Well, there's nothing really to gain in three dimensions. The CMB photons fill the whole universe, but we only detect the ones that are currently reaching us, having traveled at the speed of light from the time when the universe became transparent. So we see the CMB as a 2D spherical shell, "the surface of last scattering", surrounding us.

There is also not much you could tell regarding Penrose's idea from just looking at a CMB map. I'm sure you've seen many maps of the CMB anisotropies, but you can't really tell any difference between the observed distribution of these variations and what you would expect to see from LCDM cosmology. For example, you may have heard of an anomalous cold spot in the CMB, and sometimes people try to point it out by circling one of the most obvious cold spots.
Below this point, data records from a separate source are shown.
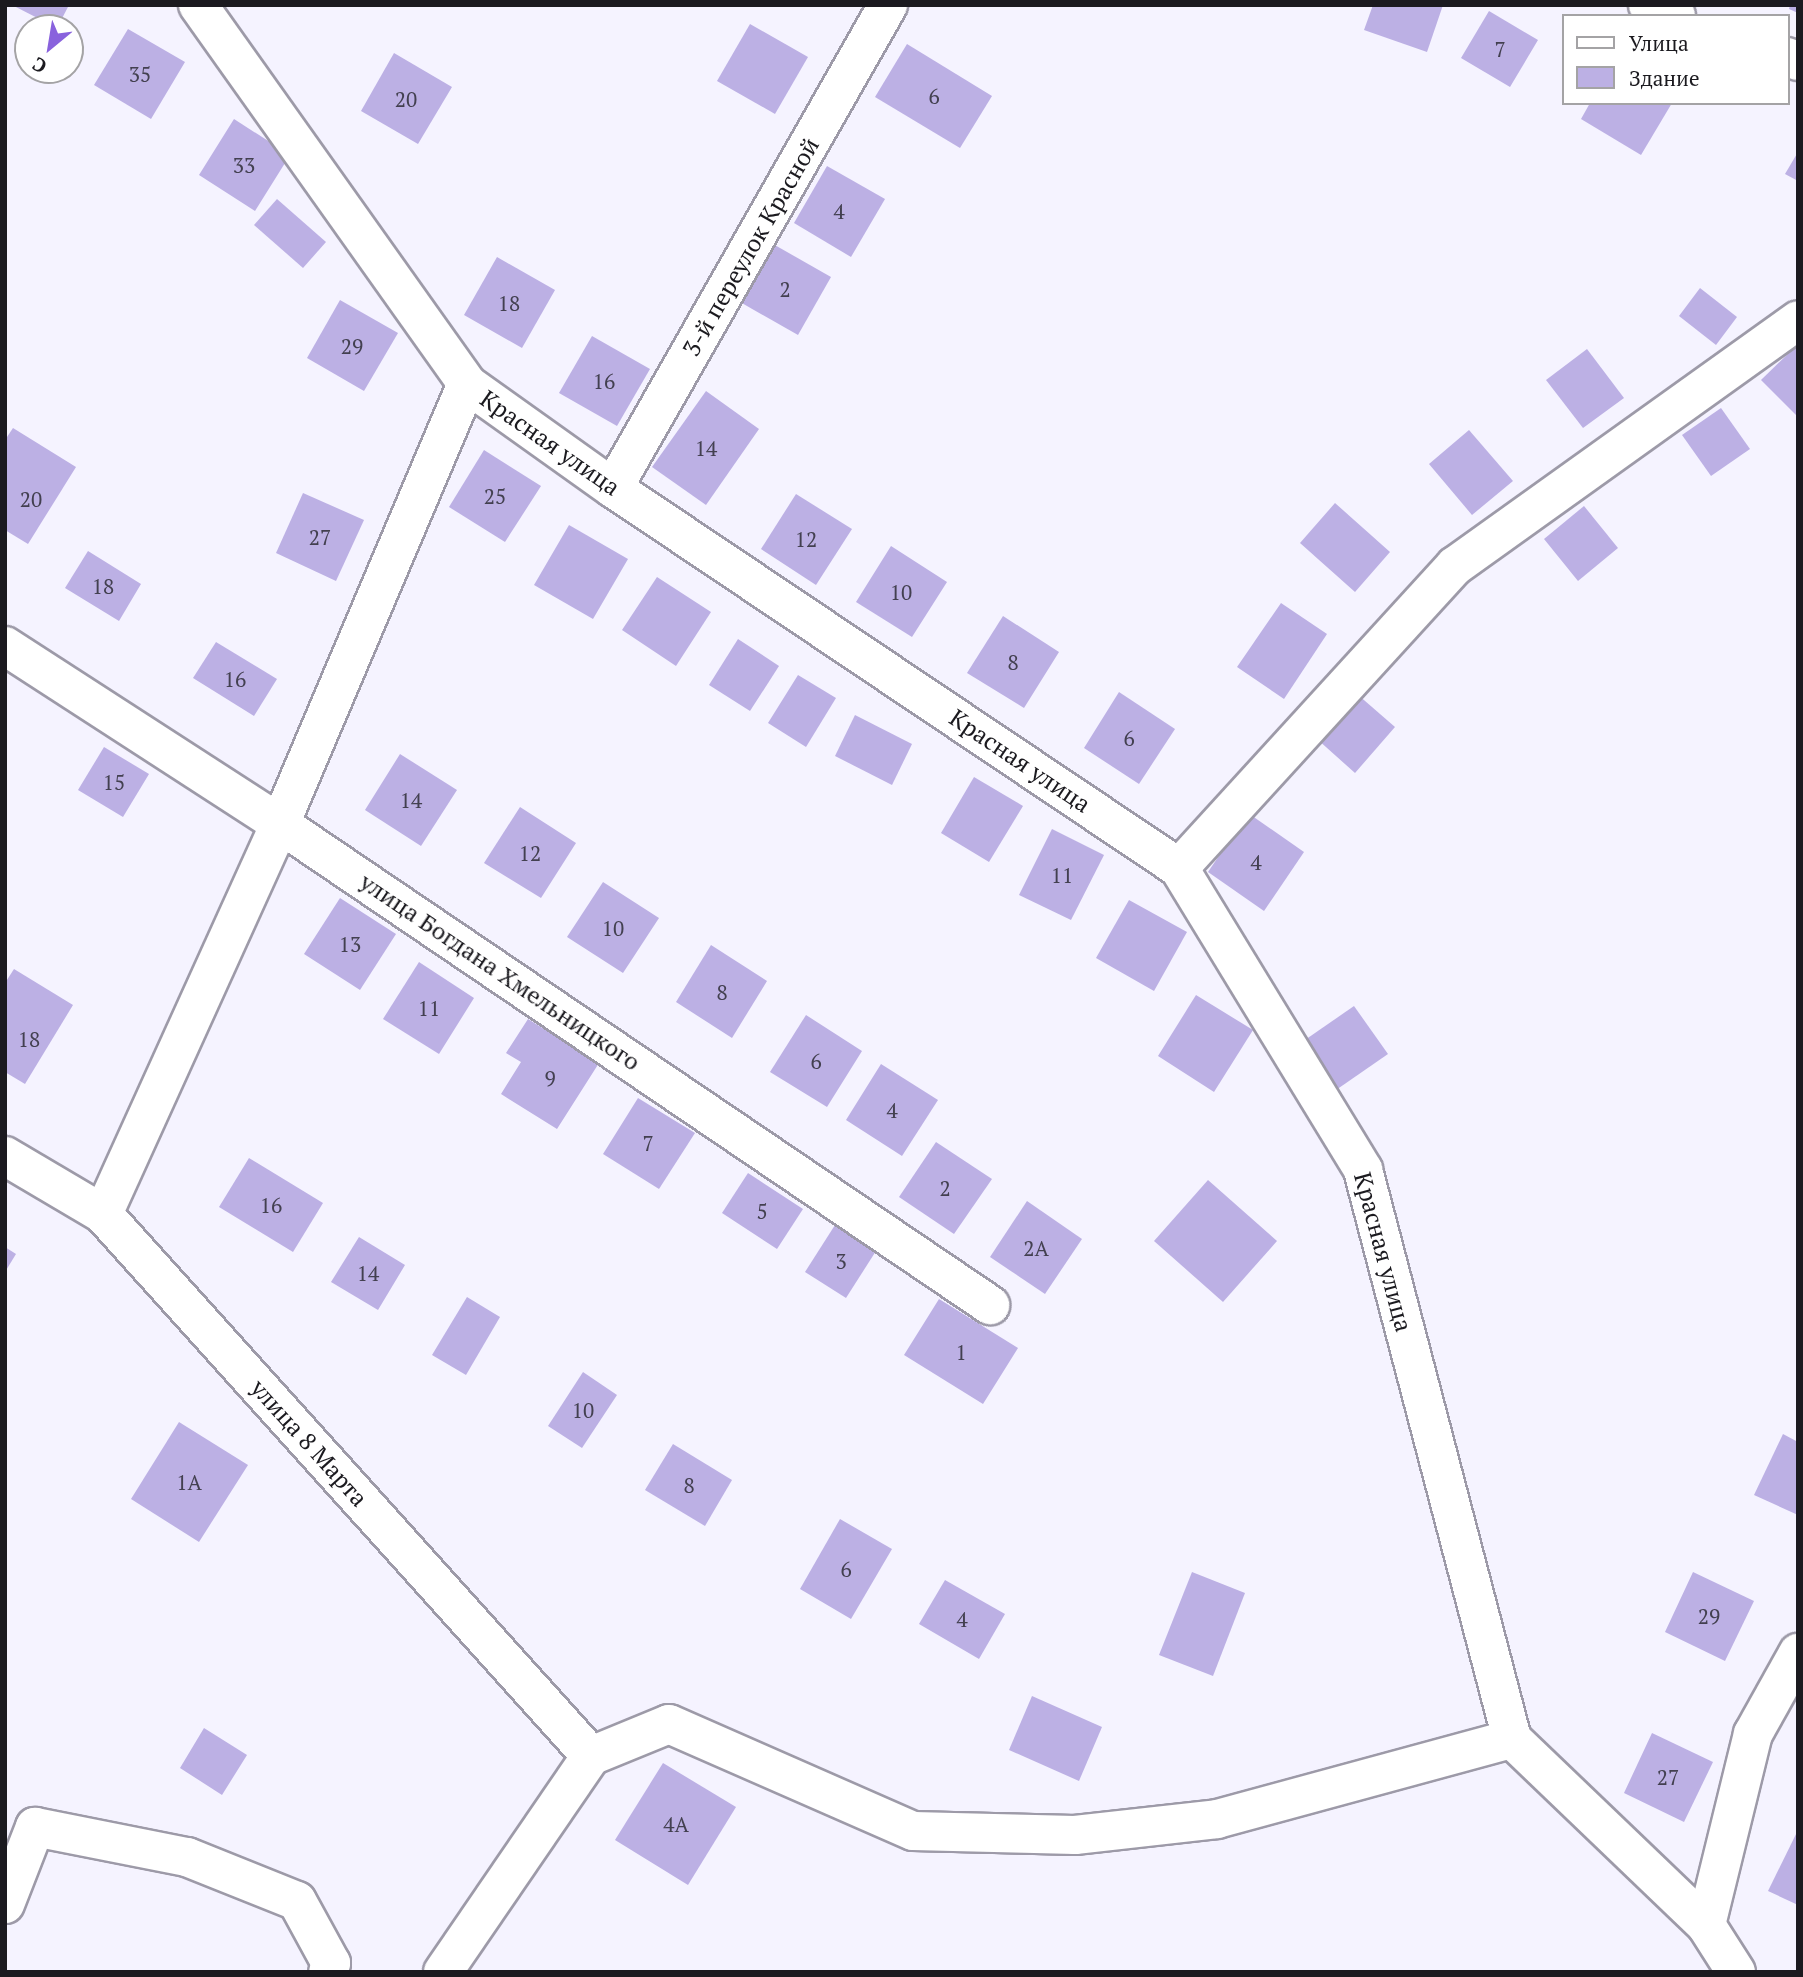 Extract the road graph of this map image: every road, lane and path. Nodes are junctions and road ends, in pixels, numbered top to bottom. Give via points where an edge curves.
1 (198, 5) edge
2 (888, 5) edge
3 (1648, 5) edge
4 (1671, 14) edge
5 (1798, 320) edge
6 (467, 384) junction
7 (613, 488) junction
8 (5, 646) edge
9 (280, 824) junction
10 (1179, 868) junction
11 (5, 1156) edge
12 (103, 1214) junction
13 (990, 1304) dead end
14 (1798, 1653) edge
15 (1512, 1740) junction
16 (591, 1756) junction
17 (5, 1904) edge
18 (1706, 1925) junction
19 (328, 1972) edge
20 (443, 1972) edge
21 (1736, 1972) edge

1 - 6 street, Красная улица
2 - 7 street, 3-й переулок Красной
3 - 4 street
5 - 10 street via 1455,566
6 - 7 street, Красная улица
6 - 9 street
7 - 10 street, Красная улица
8 - 9 street, улица Богдана Хмельницкого
9 - 12 street
9 - 13 street, улица Богдана Хмельницкого
10 - 15 street, Красная улица via 1363,1170
11 - 12 street, улица 8 Марта
12 - 16 street, улица 8 Марта
14 - 18 street via 1754,1734
15 - 16 street via 1217,1819 1075,1835 913,1831 669,1724
15 - 18 street
16 - 20 street
17 - 19 street via 35,1827 187,1857 297,1901 331,1963
18 - 21 street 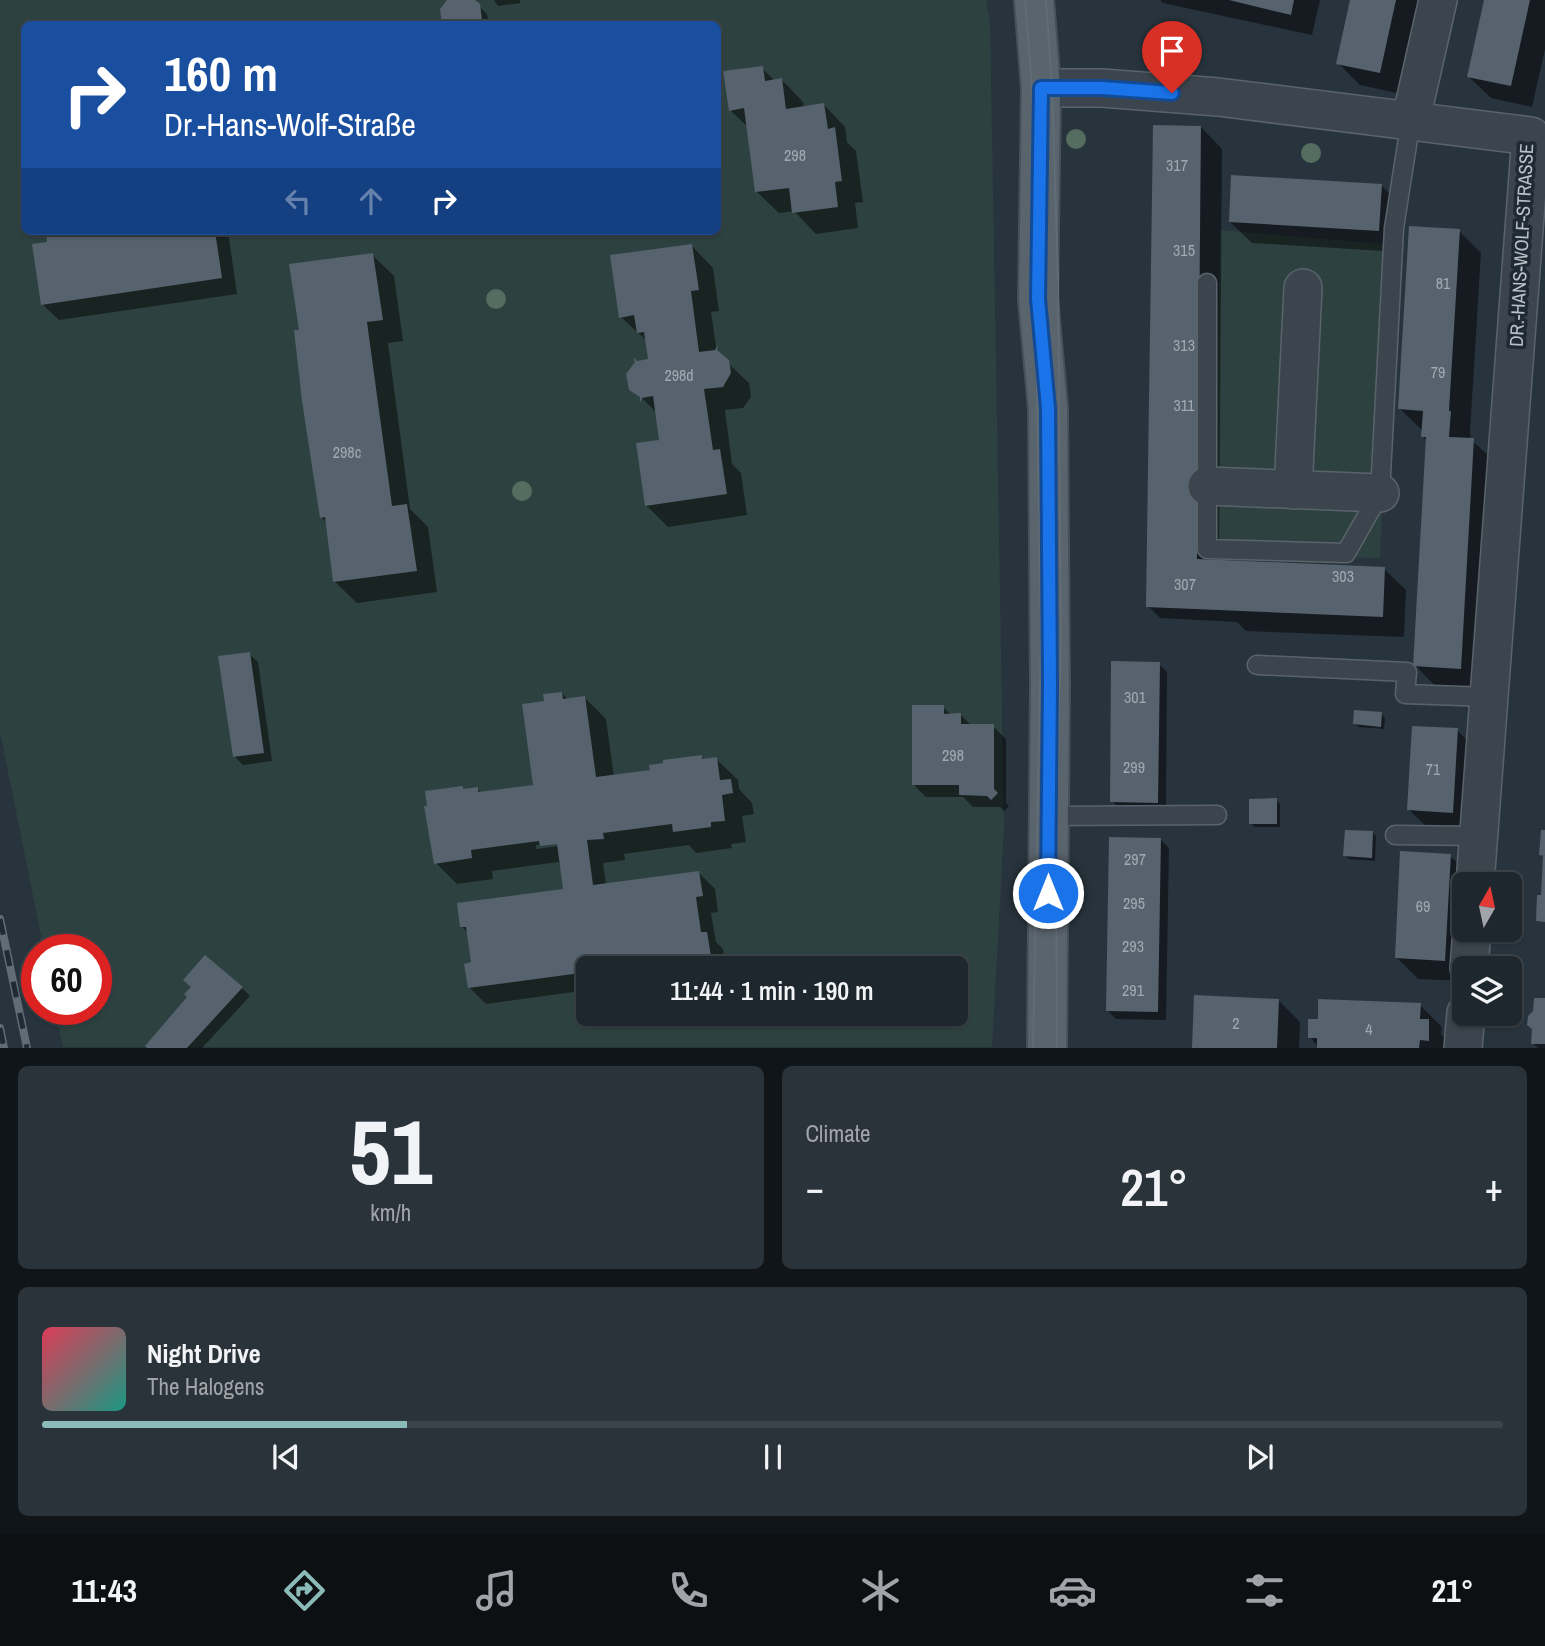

But that cold spot is actually consistent with LCDM expectations. The anomalous cold spot is fairly non-obvious by visual inspection. And whereas the anomalous cold spot is well established, because the methods for testing for it are quite conventional, cosmologists were not convinced by the methods Penrose used to claim evidence supporting CCC, and subsequent analyses do not show these features to be of statistical significance.

Another example is what we just talked about with two-point correlations of galaxies on the sky. The bump in the correlation function at around 150Mpc is statistically significant, but you would never be able to notice it by just doing a visual inspection of a map of the sky, or by looking at the 3D distribution of galaxies in Space Engine (if Space Engine showed the real distribution at those scales).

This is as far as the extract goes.